In the following listing, find the lines containing "Savu" and report them.

■ ■ ■ ■ ■

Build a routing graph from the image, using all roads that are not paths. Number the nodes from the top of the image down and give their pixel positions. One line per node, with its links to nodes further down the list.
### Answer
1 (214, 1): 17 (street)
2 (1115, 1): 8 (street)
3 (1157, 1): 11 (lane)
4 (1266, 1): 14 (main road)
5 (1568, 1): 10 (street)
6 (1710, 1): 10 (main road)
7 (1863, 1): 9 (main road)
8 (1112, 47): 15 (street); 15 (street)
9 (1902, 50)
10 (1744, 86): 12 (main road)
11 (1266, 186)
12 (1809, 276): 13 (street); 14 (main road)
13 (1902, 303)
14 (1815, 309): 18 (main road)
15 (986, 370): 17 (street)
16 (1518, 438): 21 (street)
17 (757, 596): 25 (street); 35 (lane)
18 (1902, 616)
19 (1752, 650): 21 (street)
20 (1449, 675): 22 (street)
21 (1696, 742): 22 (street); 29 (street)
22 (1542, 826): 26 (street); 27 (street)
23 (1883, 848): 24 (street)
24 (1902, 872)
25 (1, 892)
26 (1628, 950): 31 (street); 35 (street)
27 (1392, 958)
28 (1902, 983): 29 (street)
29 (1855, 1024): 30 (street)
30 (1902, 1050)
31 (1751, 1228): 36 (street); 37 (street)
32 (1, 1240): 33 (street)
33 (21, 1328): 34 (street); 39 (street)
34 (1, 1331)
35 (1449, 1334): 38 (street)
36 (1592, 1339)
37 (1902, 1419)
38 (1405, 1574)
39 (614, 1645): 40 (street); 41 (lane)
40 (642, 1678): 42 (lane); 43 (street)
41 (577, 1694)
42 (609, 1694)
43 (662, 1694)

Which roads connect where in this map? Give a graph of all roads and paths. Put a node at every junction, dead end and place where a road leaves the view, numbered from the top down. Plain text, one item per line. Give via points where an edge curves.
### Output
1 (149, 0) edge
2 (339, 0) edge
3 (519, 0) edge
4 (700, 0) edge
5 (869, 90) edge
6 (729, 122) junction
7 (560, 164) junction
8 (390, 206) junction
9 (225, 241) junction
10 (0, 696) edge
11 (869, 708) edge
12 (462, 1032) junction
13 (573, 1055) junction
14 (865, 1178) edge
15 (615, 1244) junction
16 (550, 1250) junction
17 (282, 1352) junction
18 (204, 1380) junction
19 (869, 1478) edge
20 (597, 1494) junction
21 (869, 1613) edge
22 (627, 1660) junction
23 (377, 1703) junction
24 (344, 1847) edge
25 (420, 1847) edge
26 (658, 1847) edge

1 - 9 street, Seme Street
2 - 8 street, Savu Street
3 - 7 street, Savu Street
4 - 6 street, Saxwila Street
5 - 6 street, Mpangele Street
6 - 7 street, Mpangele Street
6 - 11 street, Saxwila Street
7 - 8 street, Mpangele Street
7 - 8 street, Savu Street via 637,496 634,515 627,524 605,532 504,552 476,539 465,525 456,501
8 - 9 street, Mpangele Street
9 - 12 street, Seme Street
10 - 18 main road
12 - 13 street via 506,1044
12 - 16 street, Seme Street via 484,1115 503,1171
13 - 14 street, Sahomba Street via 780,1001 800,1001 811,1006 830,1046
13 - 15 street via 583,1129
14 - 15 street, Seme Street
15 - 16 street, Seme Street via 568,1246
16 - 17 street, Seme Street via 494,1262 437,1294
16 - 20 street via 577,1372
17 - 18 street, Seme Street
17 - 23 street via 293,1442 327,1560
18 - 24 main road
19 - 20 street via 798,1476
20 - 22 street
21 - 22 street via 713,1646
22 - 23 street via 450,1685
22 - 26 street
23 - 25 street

■ ■ ■ ■ ■

Reply =
2 - 8 street, Savu Street
3 - 7 street, Savu Street
7 - 8 street, Savu Street via 637,496 634,515 627,524 605,532 504,552 476,539 465,525 456,501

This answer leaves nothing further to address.